La tarification n’est pas évidente non plus parce qu’on ne connait pas toujours exactement ce qui s’est passé sur les années passées et ce qui se passera sur les années futures. Un exemple avec l’amiante. Lorsque l’amiante a été considérée comme cancérigène, les plaignants ont commencé à demander une indemnisation. Entre le moment où le problème est compris et où le procès a lieu, il peut se passer de nombreuses années. L’assureur se retrouve alors à tarifer dans un environnement assez obscur où il n’a pas toujours une bonne idée du risque encouru.

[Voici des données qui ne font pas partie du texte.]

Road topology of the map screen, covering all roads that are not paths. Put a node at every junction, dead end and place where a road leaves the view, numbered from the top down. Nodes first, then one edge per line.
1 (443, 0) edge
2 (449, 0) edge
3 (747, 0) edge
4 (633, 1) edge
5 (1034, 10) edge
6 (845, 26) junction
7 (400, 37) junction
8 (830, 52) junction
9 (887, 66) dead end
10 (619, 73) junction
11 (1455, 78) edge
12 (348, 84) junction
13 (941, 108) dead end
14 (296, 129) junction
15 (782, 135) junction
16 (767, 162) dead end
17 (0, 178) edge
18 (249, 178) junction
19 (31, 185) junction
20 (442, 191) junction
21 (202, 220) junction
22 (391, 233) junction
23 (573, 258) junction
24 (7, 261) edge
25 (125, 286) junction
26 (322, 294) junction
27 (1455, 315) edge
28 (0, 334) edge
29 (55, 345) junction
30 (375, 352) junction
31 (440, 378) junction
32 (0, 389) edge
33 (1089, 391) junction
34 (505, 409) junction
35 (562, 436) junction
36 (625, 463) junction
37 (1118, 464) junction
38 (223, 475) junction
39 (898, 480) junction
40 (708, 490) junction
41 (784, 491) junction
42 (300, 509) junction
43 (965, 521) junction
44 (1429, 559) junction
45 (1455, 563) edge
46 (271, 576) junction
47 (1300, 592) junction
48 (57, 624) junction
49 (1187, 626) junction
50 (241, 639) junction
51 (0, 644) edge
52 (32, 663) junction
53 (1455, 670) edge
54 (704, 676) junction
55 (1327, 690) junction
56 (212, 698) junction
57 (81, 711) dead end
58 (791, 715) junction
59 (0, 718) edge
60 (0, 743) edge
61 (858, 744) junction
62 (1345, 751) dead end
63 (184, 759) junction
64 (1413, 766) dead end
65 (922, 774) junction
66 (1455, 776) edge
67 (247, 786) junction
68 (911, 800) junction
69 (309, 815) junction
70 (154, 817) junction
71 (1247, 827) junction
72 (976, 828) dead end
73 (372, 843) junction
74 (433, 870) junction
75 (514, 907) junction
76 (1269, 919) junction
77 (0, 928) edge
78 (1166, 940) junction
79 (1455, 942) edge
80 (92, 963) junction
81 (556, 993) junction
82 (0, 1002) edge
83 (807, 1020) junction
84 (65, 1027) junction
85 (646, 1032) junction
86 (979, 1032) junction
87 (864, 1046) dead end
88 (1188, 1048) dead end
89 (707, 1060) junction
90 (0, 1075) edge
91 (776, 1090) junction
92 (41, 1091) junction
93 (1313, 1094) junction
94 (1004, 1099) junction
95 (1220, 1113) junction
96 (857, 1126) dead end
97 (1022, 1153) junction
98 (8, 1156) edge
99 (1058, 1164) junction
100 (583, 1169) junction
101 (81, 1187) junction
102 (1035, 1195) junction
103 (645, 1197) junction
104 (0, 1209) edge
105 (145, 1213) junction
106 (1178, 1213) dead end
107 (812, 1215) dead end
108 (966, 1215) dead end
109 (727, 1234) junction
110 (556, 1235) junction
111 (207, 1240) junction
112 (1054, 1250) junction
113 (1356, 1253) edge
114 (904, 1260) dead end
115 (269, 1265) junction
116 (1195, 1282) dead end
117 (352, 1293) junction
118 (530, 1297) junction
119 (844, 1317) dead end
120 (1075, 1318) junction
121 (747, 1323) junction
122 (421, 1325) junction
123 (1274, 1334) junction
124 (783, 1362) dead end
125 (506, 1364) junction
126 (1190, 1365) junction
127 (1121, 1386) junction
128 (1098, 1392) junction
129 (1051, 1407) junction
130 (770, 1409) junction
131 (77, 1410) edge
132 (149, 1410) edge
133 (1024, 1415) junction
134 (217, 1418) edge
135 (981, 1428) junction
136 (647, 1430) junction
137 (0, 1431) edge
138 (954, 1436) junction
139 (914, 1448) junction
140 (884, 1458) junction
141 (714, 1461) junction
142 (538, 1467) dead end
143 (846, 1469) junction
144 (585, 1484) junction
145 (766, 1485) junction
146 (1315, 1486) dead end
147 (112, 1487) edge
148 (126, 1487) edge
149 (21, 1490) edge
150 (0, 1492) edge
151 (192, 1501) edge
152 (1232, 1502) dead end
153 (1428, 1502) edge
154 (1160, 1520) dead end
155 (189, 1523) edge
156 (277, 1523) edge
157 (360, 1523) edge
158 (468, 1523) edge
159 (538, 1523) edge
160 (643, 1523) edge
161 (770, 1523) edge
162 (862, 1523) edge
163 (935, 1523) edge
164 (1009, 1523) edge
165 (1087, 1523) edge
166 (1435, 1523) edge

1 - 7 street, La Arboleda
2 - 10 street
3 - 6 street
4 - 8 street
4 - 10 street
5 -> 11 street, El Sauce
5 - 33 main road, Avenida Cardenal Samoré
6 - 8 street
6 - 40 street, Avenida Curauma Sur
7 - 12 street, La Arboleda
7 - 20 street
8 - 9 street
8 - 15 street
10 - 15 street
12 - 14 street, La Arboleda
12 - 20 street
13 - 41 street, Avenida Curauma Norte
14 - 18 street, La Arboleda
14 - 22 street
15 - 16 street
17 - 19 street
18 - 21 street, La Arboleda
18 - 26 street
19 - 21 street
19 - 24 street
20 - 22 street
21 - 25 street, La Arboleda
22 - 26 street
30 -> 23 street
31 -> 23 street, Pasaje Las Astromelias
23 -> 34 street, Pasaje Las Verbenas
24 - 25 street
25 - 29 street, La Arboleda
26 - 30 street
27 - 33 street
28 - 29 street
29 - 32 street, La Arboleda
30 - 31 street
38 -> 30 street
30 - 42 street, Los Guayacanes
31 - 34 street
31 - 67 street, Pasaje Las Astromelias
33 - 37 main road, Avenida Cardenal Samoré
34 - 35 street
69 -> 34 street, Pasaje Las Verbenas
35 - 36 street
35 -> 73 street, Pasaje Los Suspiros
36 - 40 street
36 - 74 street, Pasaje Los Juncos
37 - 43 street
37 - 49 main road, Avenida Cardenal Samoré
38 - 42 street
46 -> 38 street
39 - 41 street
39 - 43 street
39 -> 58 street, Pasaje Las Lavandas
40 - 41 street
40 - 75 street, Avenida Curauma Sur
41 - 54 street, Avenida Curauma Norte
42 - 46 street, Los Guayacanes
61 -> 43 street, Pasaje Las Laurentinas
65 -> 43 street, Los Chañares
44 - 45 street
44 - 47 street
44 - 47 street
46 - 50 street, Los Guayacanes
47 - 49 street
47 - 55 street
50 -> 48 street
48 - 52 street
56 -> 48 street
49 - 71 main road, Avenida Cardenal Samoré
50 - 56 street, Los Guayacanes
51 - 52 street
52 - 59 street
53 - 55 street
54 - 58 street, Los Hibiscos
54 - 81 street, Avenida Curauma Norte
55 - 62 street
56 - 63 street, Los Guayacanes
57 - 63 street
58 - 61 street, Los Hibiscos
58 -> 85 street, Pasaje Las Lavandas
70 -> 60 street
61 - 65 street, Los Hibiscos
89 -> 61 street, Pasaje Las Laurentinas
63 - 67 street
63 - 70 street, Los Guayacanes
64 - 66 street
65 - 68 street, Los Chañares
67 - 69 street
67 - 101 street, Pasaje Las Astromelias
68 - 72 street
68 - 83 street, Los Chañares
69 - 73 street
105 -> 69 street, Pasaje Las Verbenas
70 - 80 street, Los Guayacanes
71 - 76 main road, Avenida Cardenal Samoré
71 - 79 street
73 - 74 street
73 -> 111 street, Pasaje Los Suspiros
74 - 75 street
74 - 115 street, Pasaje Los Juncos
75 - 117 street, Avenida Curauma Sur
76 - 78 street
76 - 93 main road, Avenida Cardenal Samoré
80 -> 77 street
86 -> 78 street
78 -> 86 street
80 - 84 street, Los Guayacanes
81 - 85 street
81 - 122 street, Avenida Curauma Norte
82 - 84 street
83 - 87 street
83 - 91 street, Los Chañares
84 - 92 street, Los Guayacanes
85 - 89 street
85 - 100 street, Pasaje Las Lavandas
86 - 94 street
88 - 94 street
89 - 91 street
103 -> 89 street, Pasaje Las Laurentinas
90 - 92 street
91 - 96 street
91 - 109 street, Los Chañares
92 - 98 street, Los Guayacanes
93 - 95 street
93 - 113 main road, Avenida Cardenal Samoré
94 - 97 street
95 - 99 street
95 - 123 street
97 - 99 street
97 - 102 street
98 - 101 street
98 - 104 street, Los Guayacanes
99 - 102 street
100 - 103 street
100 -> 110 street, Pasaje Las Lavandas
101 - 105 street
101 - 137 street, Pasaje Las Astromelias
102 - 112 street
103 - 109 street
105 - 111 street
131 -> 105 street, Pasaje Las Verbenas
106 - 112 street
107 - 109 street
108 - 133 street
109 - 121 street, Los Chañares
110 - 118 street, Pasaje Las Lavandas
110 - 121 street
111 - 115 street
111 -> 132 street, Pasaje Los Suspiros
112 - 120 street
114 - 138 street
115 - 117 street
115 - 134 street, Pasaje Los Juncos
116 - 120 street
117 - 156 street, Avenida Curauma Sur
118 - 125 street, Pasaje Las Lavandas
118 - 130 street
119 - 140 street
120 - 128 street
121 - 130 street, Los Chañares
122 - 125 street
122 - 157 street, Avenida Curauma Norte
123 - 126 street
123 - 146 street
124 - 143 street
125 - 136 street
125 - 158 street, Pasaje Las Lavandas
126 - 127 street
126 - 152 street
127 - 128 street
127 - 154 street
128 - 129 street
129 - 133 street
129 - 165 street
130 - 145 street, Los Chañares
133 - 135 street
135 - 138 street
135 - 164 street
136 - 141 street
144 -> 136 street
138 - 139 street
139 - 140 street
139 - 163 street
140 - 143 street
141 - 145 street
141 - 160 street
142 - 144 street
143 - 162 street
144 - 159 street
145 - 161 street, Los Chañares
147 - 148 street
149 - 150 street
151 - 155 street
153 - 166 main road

Les assurances fonctionnent par cycle et les contrats sont retarifés chaque année. La re-tarification chaque année n’est pas une obligation légale. Néanmoins, comme les modèles de solvabilité des assureurs sont à 1 an dans la réglementation, les contrats d’assurance ont tendance à l’être aussi. En théorie, les assureurs pourraient tout à fait être capable de faire tourner leurs modèles de risque sur 5 ou 10 ans. Et les assureurs auraient d’ailleurs intérêt à le faire sur plusieurs années pour mutualiser les risques, à la fois dans l’espace et dans le temps. Néanmoins, dans le cas de contrats d’assurance subventionnés (nous verrons le cas dans l’assurance agricole plus bas), l’assureur est tributaire de l’éligibilité à la subvention et cette éligibilité est fixée par décret tous les ans. Si l’Etat décidait de modifier le cahier des charges pour obtenir la subvention, l’assureur se retrouverait à ne plus pouvoir faire bénéficier l’assuré de sa subvention. Même si certains contrats d’assurance sont proposés sur de nombreuses années, il y aurait en réalité toujours une clause pour redéfinir les taux annuellement en cas de problème. Revenons à nos moutons. Si plusieurs années de suite, il y a une faible sinistralité, les prix baissent. Si au contraire, la sinistralité augmente, les prix des contrats d’assurance augmentent eux aussi. Quand les primes d’assurance versées par les assurés ne sont pas suffisantes par rapport à la sinistralité que les assureurs connaissent, les assureurs augmentent leur prix et se refont une santé dans la durée. Au moment de l’attentat du World Trade Center, les assurances sur la flotte aérienne ont augmenté énormément. Les quelques assureurs qui ont eu le courage de continuer à proposer des contrats d’assurances se sont faits beaucoup d’argent parce qu’il y a eu très peu de sinistre par la suite.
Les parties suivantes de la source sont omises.